>>>>>

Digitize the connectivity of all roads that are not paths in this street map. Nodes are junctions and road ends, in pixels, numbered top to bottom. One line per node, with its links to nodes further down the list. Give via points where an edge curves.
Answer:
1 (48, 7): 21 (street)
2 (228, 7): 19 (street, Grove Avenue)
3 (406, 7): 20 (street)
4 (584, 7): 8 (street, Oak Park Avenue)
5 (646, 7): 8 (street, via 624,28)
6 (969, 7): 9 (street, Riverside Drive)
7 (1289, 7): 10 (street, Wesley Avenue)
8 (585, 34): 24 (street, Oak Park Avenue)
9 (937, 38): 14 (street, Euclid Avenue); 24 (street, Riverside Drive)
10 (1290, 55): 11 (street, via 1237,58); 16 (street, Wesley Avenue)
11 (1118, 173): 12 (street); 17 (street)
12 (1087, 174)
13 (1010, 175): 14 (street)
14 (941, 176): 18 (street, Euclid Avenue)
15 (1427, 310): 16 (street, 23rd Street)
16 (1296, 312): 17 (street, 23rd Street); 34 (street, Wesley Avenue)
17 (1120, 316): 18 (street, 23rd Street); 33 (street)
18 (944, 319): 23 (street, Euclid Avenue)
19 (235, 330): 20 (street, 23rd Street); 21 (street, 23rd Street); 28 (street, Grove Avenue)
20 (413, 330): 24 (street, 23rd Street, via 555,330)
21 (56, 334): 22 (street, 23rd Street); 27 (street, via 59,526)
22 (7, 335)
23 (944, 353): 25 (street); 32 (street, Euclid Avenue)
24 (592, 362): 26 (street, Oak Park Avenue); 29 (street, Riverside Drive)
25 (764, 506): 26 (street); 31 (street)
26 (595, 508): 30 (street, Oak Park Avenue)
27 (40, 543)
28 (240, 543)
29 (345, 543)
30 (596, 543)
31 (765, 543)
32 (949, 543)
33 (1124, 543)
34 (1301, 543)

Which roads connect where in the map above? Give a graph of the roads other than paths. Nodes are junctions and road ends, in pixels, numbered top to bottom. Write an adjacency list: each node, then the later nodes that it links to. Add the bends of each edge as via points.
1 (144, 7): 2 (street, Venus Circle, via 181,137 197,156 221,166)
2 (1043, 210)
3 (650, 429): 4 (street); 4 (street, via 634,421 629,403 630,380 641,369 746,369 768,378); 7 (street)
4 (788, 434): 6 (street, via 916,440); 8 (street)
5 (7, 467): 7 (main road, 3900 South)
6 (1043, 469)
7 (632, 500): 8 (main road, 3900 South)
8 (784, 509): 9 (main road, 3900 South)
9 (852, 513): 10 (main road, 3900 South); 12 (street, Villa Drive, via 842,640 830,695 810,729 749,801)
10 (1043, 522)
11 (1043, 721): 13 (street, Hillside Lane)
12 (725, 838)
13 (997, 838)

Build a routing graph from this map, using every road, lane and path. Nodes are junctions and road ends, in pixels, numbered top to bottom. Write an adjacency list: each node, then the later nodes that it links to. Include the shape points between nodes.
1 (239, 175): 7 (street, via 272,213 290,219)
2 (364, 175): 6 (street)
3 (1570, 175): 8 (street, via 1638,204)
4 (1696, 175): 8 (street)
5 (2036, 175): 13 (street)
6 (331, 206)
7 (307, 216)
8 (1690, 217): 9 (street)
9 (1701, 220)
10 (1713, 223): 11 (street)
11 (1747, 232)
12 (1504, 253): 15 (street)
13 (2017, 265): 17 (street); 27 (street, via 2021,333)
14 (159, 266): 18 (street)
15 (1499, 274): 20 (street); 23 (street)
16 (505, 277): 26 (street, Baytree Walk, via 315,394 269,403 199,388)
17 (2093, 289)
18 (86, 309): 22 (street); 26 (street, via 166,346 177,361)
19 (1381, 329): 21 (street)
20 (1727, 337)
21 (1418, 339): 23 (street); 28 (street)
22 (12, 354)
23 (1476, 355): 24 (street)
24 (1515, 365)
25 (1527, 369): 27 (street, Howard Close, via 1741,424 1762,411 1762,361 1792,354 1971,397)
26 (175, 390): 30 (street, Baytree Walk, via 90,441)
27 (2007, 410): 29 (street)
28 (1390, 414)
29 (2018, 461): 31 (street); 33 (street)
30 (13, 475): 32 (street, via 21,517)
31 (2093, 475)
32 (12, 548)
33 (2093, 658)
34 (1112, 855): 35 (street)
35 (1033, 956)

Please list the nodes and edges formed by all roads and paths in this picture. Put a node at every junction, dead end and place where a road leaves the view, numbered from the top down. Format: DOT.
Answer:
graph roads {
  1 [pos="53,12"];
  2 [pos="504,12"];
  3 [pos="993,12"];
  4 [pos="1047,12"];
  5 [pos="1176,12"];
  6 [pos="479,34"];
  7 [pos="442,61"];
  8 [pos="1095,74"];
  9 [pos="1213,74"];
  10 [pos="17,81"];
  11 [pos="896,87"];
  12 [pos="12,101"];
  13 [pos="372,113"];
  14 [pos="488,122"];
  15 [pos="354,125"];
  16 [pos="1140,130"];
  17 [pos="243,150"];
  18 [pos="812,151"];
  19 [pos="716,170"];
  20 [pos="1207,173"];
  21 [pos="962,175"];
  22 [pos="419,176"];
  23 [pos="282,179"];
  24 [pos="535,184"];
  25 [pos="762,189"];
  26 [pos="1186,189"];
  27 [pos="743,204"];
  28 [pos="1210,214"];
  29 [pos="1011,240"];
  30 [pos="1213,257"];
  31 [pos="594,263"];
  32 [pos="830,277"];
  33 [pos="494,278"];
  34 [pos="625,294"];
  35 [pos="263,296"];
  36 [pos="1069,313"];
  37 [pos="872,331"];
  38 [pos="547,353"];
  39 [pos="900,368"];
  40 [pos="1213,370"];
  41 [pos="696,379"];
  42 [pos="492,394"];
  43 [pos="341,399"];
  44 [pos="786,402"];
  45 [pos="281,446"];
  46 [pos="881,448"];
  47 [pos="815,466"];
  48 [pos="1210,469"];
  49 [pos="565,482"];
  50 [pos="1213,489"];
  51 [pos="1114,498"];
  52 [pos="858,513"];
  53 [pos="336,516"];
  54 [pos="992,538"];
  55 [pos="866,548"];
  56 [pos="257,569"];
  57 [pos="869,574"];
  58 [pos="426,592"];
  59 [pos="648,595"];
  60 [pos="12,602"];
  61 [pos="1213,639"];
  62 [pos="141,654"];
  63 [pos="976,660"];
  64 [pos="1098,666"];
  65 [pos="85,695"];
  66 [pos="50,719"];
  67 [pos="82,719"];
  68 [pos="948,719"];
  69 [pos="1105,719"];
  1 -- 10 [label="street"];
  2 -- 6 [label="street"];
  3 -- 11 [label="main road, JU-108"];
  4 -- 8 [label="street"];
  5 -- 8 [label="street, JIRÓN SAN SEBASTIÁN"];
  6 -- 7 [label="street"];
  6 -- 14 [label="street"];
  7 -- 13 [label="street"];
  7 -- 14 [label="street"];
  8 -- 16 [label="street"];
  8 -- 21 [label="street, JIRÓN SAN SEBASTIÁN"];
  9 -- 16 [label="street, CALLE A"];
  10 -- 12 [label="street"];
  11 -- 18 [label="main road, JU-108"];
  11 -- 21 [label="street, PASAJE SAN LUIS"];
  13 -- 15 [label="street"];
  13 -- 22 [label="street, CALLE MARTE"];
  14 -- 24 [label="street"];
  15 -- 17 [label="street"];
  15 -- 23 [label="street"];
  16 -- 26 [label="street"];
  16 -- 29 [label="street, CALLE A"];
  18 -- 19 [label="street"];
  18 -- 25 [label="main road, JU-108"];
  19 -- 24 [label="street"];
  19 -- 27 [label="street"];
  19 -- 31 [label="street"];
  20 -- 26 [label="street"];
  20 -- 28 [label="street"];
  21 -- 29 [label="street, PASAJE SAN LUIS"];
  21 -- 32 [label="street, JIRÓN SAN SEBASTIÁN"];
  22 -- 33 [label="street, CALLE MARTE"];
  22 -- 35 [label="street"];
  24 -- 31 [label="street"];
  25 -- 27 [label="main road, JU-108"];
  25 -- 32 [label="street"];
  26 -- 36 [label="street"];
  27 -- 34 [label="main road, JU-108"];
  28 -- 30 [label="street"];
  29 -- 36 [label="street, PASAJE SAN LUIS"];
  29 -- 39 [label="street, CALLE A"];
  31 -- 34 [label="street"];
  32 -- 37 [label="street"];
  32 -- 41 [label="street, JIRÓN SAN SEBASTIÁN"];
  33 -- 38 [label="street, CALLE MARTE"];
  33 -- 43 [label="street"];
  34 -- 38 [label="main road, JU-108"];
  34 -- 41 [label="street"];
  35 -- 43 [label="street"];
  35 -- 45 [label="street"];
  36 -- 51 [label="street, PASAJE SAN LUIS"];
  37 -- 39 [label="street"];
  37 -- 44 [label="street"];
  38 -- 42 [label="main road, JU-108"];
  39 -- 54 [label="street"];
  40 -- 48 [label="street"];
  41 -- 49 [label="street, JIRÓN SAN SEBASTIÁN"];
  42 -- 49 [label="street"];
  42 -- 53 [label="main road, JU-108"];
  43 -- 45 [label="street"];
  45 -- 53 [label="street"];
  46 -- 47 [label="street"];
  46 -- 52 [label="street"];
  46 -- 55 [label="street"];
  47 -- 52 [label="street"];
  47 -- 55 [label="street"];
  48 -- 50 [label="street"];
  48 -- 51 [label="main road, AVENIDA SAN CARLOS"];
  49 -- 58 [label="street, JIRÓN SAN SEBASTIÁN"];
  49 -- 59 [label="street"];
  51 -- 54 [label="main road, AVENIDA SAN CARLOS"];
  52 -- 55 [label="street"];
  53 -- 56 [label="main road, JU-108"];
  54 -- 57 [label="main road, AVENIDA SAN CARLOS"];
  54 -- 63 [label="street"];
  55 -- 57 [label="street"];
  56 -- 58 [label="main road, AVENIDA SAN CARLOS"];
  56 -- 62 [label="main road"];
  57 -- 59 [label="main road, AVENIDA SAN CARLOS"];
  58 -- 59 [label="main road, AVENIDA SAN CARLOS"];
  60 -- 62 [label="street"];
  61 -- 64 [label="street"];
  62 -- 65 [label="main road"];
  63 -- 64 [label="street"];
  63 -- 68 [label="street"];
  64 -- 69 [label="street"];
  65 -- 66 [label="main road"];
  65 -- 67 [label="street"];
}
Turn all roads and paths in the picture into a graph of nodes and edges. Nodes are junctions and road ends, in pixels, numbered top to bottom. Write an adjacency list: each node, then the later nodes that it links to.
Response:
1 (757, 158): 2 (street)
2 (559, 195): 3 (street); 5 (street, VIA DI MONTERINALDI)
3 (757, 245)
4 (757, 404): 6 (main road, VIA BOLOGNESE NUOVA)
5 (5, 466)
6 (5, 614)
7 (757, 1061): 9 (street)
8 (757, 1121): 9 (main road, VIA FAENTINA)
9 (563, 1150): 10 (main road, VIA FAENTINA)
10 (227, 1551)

<<<<<

I need every line from the material that contains the word "LUIS".

  11 -- 21 [label="street, PASAJE SAN LUIS"];
  21 -- 29 [label="street, PASAJE SAN LUIS"];
  29 -- 36 [label="street, PASAJE SAN LUIS"];
  36 -- 51 [label="street, PASAJE SAN LUIS"];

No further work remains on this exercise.